Water flows at a rate of 2 cu. ft. per minute into a vessel in the form of an inverted right circular cone of altitude 2 ft. and the radius of base 1 ft. At what rate is the surface rising when the vessel is one-eighth filled?
To find the rate at which the surface is rising, we need to find the rate at which the volume of water in the vessel is increasing.
First, let's find the volume of the cone at any point in time. The volume of a cone can be calculated using the formula V = (1/3)πr^2h, where V is the volume, r is the radius of the base, and h is the height.
In this case, the radius (r) of the cone's base is 1 ft and the height (h) is 2 ft. The volume of the cone is V = (1/3)π(1^2)(2) = (2/3)π ft^3.
Next, let's find the rate at which the volume of water in the vessel is increasing. The rate at which water is flowing into the vessel is given as 2 cu. ft. per minute.

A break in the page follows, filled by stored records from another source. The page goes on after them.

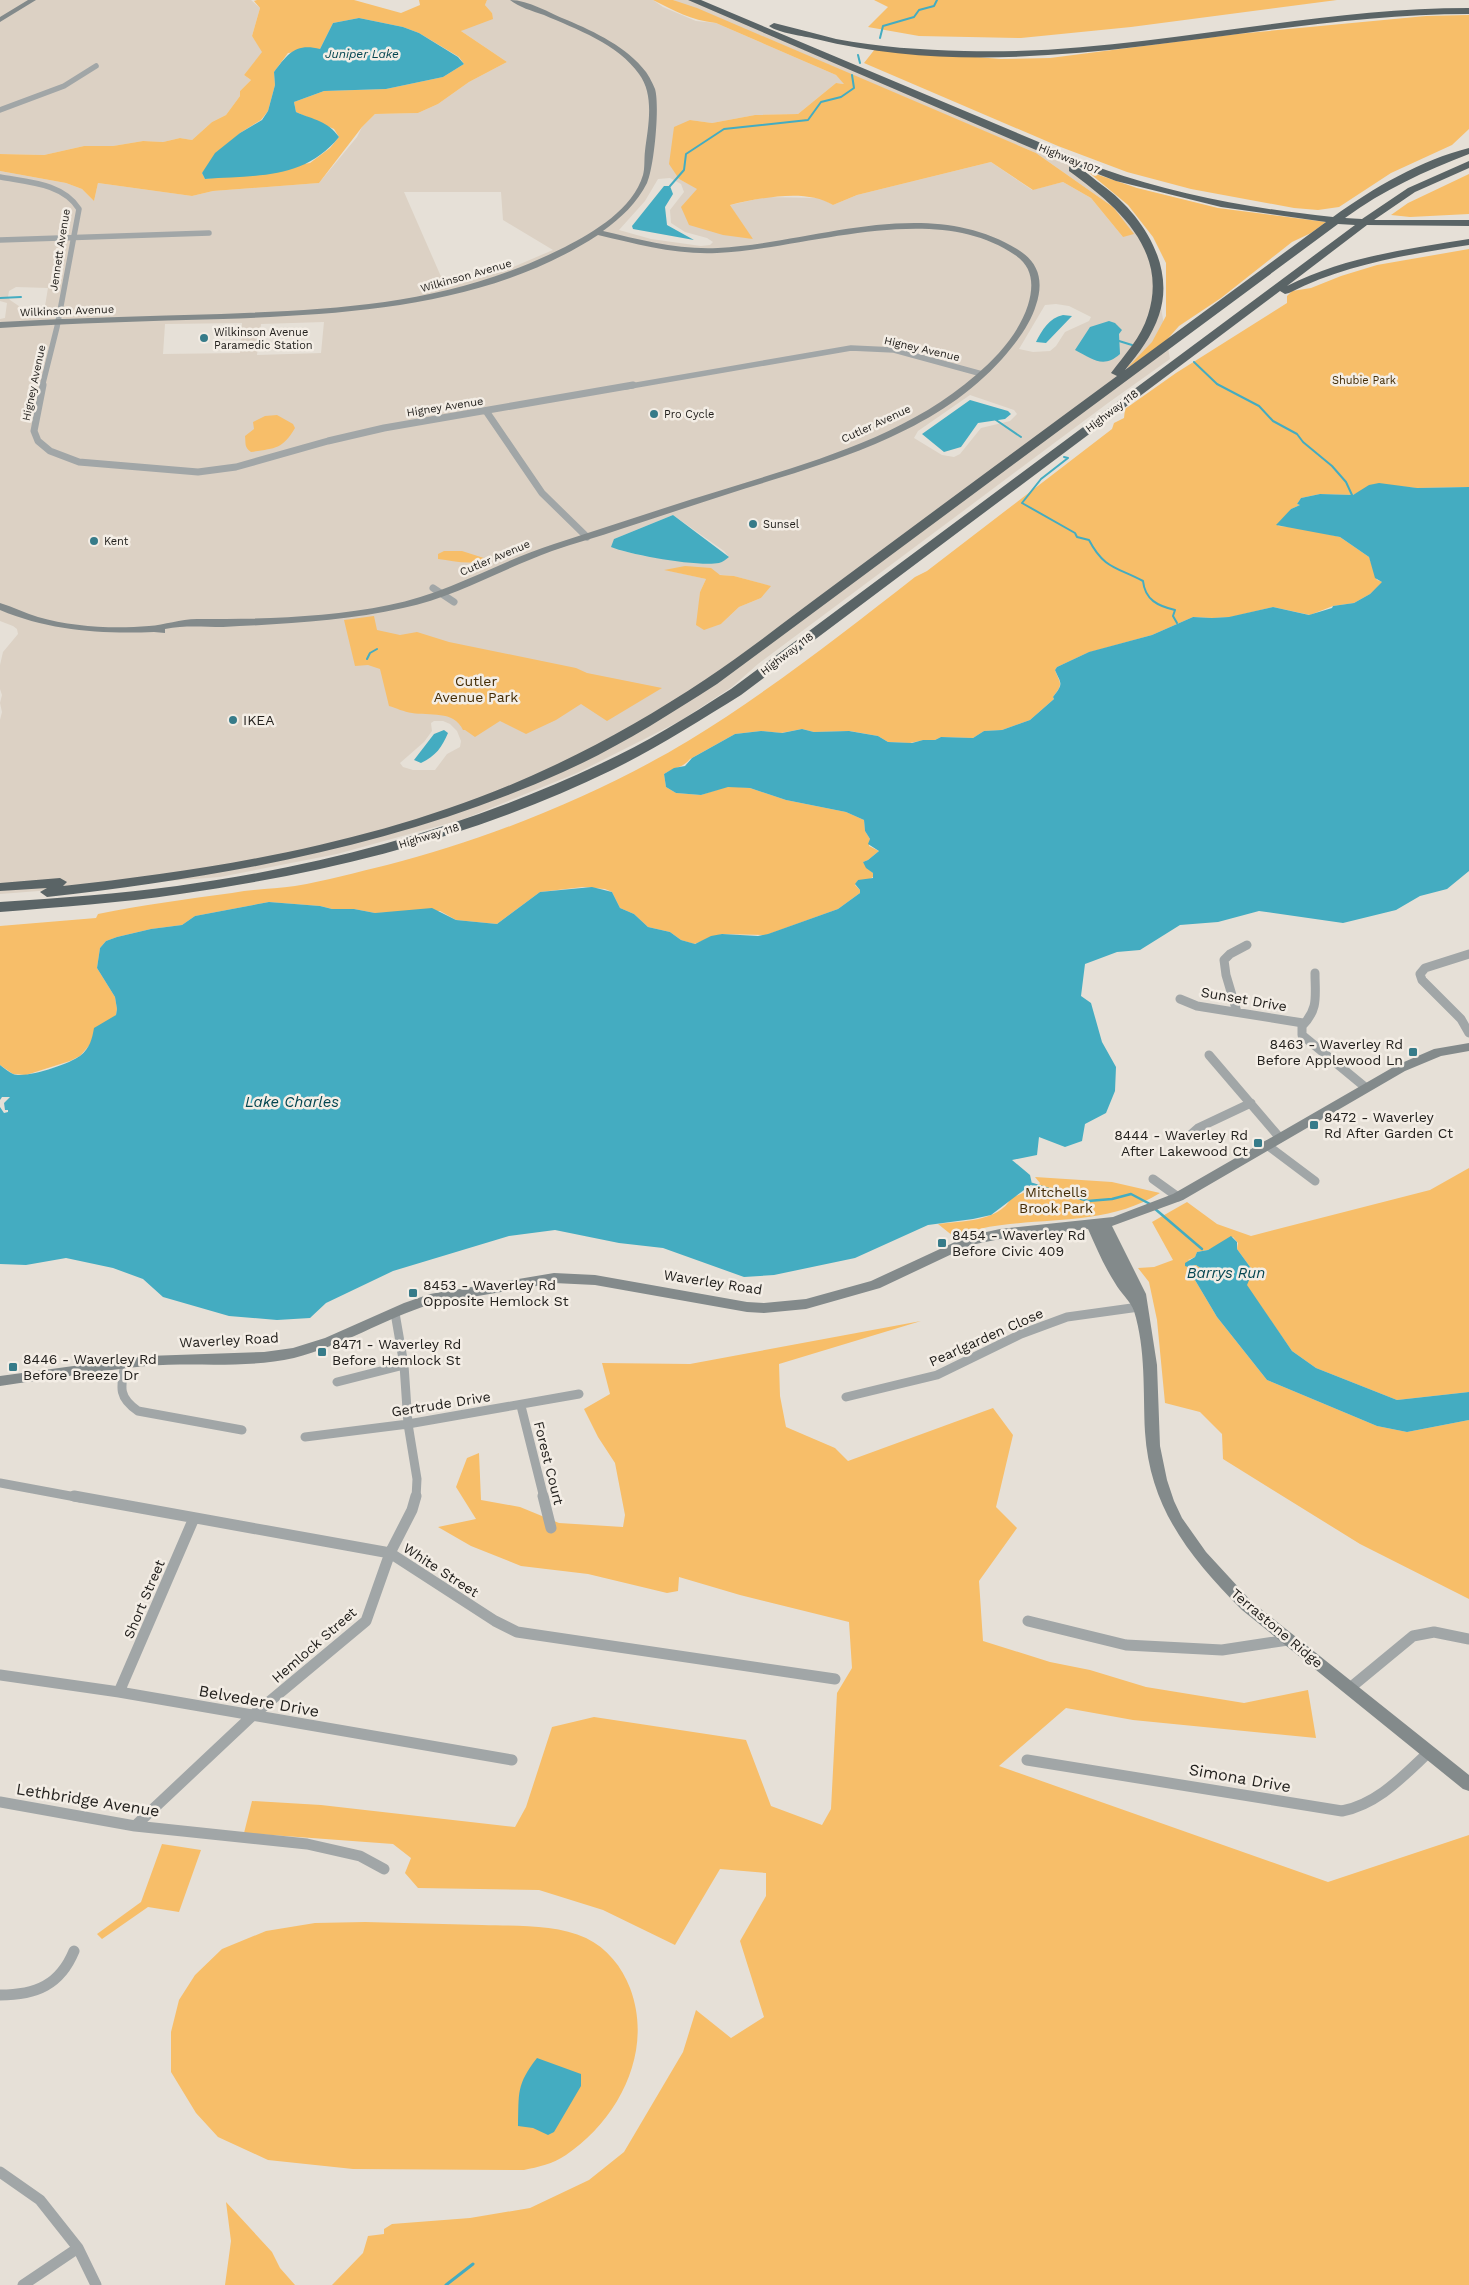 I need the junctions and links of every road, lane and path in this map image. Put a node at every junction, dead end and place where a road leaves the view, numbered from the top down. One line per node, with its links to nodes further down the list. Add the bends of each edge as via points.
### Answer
1 (33, 0): 7 (street)
2 (513, 0): 18 (street, Wilkinson Avenue, via 619,50 643,72 651,89 647,174 627,207)
3 (693, 0): 10 (highway, Highway 107)
4 (707, 0): 6 (highway)
5 (1469, 11): 6 (highway, via 1377,14 1082,50 990,55 856,45)
6 (741, 14): 14 (highway, via 1116,174 1205,197)
7 (0, 20)
8 (96, 66): 9 (street, via 63,85)
9 (0, 110)
10 (1019, 138): 14 (highway, Highway 107, via 1085,167 1139,184 1228,205); 28 (highway, via 1087,178 1126,212 1152,252 1159,289 1149,331 1129,361 1075,410)
11 (1468, 146): 28 (highway, Highway 118, via 1360,202)
12 (1469, 164): 25 (highway, Highway 118, via 1414,189 1373,215)
13 (0, 177): 20 (street, Jennett Avenue, via 55,189 75,200 79,209)
14 (1309, 215): 16 (highway, Highway 107)
15 (1469, 218): 16 (highway)
16 (1387, 221): 17 (highway, Highway 107)
17 (1469, 223)
18 (597, 232): 23 (street, Wilkinson Avenue, via 552,258 512,275 458,292 400,304 291,314); 26 (street, Cutler Avenue, via 653,245 699,251 892,226 949,229 992,240 1025,258 1035,272 1038,285 1027,317 1012,343)
19 (209, 233): 20 (street)
20 (74, 239): 21 (street); 23 (street, Jennett Avenue)
21 (0, 240)
22 (1469, 242): 25 (highway, via 1367,260 1309,279 1277,295)
23 (58, 322): 24 (street, Wilkinson Avenue); 27 (street, Higney Avenue, via 34,431 38,442 50,451 79,462 177,472 214,471 362,432)
24 (0, 325)
25 (1176, 362): 34 (highway, Highway 118, via 711,709 611,766)
26 (982, 374): 27 (street, Higney Avenue, via 894,350 851,348); 29 (street, Cutler Avenue, via 926,415 857,448)
27 (486, 411): 29 (street, via 542,493)
28 (1011, 460): 33 (highway, Highway 118, via 688,698 638,729)
29 (587, 537): 30 (street, Cutler Avenue)
30 (438, 591): 31 (street); 32 (street, Cutler Avenue, via 405,605 378,610 162,631 70,627 29,618)
31 (454, 602)
32 (0, 606)
33 (567, 765): 35 (highway, via 423,815 294,849 174,870); 36 (highway, Highway 118, via 436,817 306,853 175,878)
34 (516, 807): 37 (highway, Highway 118, via 411,842 279,873 140,895); 38 (highway, via 483,822 414,844 281,877 169,895)
35 (0, 887)
36 (0, 896)
37 (0, 907)
38 (0, 912)
39 (1247, 944): 43 (street, via 1224,960)
40 (1469, 954): 45 (street, via 1424,968 1420,974 1422,980 1461,1019)
41 (1315, 973): 44 (street, via 1315,1007 1310,1019)
42 (1180, 999): 43 (street, Sunset Drive, via 1197,1006)
43 (1238, 1012): 44 (street, Sunset Drive)
44 (1303, 1023): 48 (street, via 1300,1030 1305,1040)
45 (1469, 1033)
46 (1469, 1046): 48 (street, Waverley Road, via 1417,1060)
47 (1209, 1055): 49 (street)
48 (1365, 1087): 51 (street, Waverley Road)
49 (1251, 1103): 50 (street, via 1198,1128); 51 (street)
50 (1189, 1136)
51 (1280, 1138): 52 (street, Waverley Road)
52 (1267, 1144): 54 (street); 55 (street, Waverley Road)
53 (1154, 1179): 55 (street)
54 (1315, 1180)
55 (1178, 1197): 56 (street, Waverley Road, via 1145,1211)
56 (1099, 1224): 57 (street, Terrastone Ridge, via 1124,1288); 58 (street, Waverley Road, via 982,1237 950,1248 875,1285 806,1304 747,1307 631,1285 564,1277 453,1294 430,1299)
57 (1139, 1307): 64 (street, Pearlgarden Close, via 1067,1317 1021,1334 937,1375); 75 (street, Terrastone Ridge, via 1148,1347 1155,1456 1168,1507 1186,1539 1223,1582)
58 (396, 1313): 59 (street, Waverley Road, via 330,1342 293,1353); 60 (street, Hemlock Street)
59 (124, 1364): 61 (street, Waverley Road); 67 (street, via 122,1398 138,1412)
60 (404, 1366): 62 (street); 66 (street, Hemlock Street)
61 (0, 1381)
62 (337, 1382)
63 (579, 1394): 65 (street, Gertrude Drive)
64 (846, 1397)
65 (521, 1406): 66 (street, Gertrude Drive); 71 (street, Forest Court)
66 (408, 1424): 68 (street, Gertrude Drive); 72 (street, Hemlock Street, via 418,1479 417,1494)
67 (242, 1430)
68 (306, 1437)
69 (0, 1483): 70 (street, White Street)
70 (194, 1518): 72 (street, White Street); 79 (street, Short Street)
71 (551, 1528)
72 (390, 1553): 77 (street, White Street, via 517,1632); 80 (street, Hemlock Street, via 366,1621)
73 (1028, 1621): 75 (street, via 1126,1645 1222,1650)
74 (1469, 1639): 78 (street, via 1438,1632 1413,1636)
75 (1288, 1640): 78 (street, Terrastone Ridge)
76 (0, 1675): 79 (street, Belvedere Drive)
77 (834, 1679)
78 (1350, 1688): 81 (street, Terrastone Ridge)
79 (119, 1692): 80 (street, Belvedere Drive)
80 (252, 1716): 82 (street, Belvedere Drive); 86 (street, Hemlock Street)
81 (1429, 1752): 83 (street, Simona Drive, via 1373,1799 1342,1811); 84 (street, Terrastone Ridge)
82 (512, 1760)
83 (1028, 1760)
84 (1469, 1784)
85 (0, 1802): 86 (street, Lethbridge Avenue)
86 (135, 1826): 87 (street, Lethbridge Avenue, via 307,1844 360,1856)
87 (384, 1869)
88 (74, 1951): 89 (street, via 64,1972 47,1984 13,1996)
89 (0, 1995)
90 (0, 2172): 91 (street, via 40,2200)
91 (78, 2248): 92 (street); 93 (street)
92 (23, 2285)
93 (96, 2285)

Therefore, the rate of change of volume is dV/dt = 2 ft^3/min.
Now, let's find the rate at which the height of the water in the vessel is changing (dh/dt) when the vessel is one-eighth filled.
The volume of water in the vessel when it is one-eighth filled is (1/8) * (2/3)π = (1/12)π ft^3.
Since V = (1/3)πr^2h, we can rewrite this equation to solve for h as h = (3V)/(πr^2).
Now, let's differentiate this equation with respect to t to find the rate at which the height is changing when the vessel is one-eighth filled:
dh/dt = (3(1/12)π)/(π(1^2)) * (dV/dt)
= (1/4) * (2 ft^3/min)
= 1/2 ft/min.
Therefore, the surface of the water in the vessel is rising at a rate of 1/2 ft per minute when the vessel is one-eighth filled.